## What needs to be done
Using "Antonio" as the search string, find the matching lines below and copy them.

====

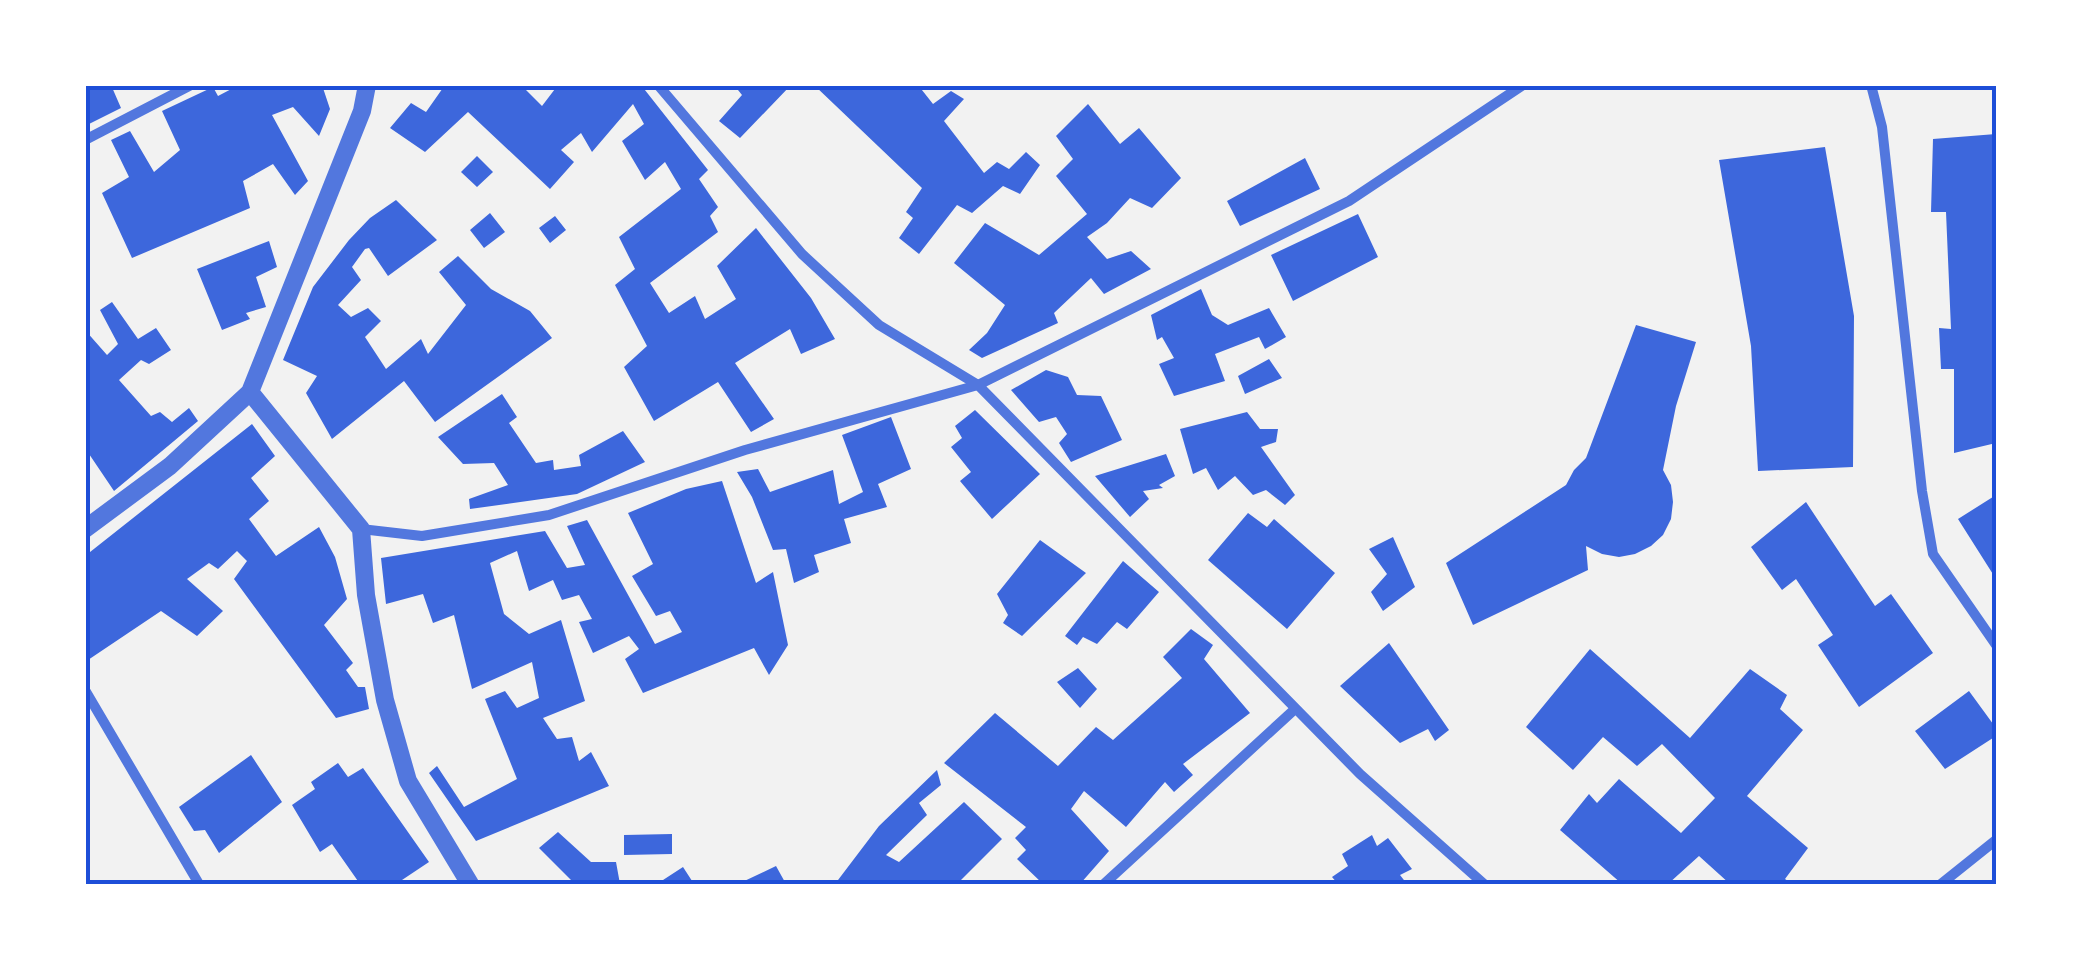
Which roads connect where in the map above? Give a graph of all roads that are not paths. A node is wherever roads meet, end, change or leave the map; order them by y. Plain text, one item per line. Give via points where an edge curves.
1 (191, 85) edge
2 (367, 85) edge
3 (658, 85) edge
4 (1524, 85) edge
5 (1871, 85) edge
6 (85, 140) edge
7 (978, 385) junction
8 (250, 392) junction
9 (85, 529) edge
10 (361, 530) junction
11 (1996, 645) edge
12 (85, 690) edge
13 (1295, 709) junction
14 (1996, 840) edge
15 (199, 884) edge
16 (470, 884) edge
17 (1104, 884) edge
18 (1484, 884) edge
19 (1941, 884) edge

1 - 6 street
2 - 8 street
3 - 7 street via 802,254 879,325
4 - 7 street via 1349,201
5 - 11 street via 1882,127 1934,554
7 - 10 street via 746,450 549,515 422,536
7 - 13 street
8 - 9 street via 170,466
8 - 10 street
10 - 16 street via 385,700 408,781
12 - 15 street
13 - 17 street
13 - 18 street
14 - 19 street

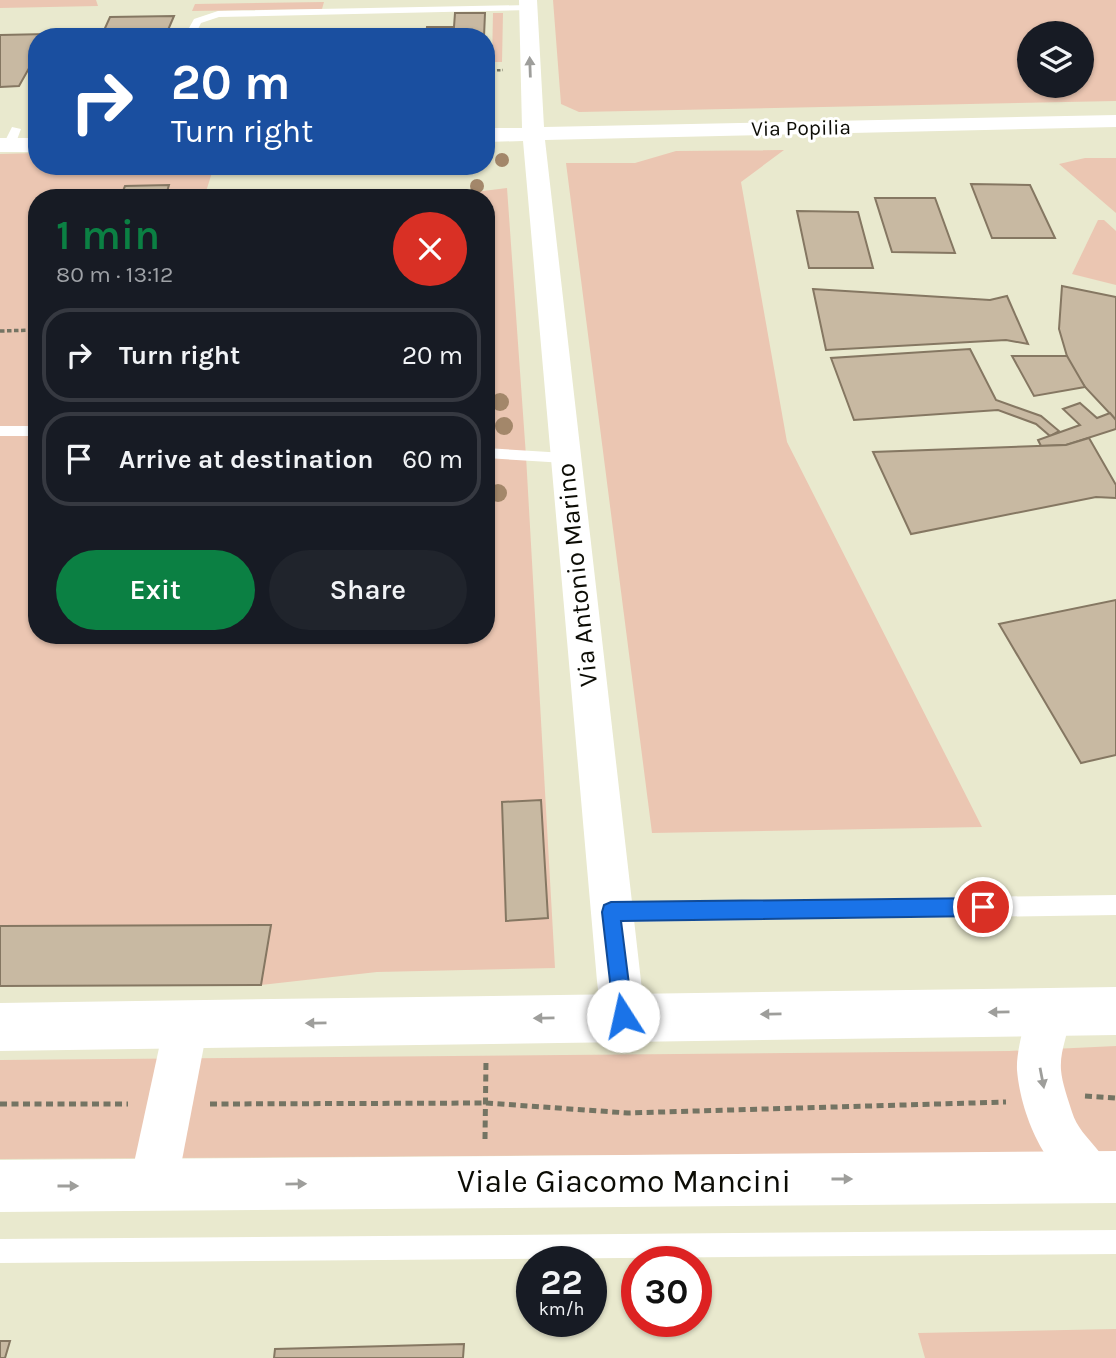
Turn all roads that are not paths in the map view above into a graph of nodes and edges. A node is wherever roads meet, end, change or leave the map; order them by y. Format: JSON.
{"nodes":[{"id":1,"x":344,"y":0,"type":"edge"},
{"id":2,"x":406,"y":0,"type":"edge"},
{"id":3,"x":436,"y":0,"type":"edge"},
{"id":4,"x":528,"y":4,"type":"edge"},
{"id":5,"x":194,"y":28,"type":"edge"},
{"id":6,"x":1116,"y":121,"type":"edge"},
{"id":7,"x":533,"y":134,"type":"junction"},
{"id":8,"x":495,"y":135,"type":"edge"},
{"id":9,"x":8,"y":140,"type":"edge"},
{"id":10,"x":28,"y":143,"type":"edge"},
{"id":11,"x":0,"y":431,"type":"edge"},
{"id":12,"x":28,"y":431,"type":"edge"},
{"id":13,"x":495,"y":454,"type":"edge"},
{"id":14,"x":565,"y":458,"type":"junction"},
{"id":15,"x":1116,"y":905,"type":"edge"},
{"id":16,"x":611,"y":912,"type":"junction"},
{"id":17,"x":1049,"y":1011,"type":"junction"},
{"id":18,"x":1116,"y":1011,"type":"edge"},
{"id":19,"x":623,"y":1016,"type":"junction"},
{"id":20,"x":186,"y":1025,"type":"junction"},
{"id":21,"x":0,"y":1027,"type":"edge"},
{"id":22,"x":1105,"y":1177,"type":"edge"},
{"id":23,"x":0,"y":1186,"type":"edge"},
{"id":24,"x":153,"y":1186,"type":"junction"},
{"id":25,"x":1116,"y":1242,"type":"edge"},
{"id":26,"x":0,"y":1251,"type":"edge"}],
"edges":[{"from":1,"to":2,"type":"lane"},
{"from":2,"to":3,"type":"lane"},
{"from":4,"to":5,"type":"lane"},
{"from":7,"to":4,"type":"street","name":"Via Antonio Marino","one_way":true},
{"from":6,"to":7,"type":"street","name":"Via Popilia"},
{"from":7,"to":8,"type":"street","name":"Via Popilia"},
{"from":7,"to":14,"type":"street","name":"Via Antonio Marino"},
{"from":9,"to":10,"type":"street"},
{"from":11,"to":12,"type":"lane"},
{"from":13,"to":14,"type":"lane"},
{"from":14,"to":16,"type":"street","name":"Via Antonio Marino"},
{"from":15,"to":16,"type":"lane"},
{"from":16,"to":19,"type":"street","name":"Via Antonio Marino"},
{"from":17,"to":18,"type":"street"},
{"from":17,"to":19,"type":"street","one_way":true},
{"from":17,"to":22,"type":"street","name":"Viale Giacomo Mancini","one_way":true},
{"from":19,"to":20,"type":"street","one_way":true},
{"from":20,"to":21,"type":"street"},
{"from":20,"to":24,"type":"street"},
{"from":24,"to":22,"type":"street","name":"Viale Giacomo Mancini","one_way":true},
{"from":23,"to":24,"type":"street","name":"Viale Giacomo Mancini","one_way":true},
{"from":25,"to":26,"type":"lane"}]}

====

## Answer section
{"from":7,"to":4,"type":"street","name":"Via Antonio Marino","one_way":true},
{"from":7,"to":14,"type":"street","name":"Via Antonio Marino"},
{"from":14,"to":16,"type":"street","name":"Via Antonio Marino"},
{"from":16,"to":19,"type":"street","name":"Via Antonio Marino"},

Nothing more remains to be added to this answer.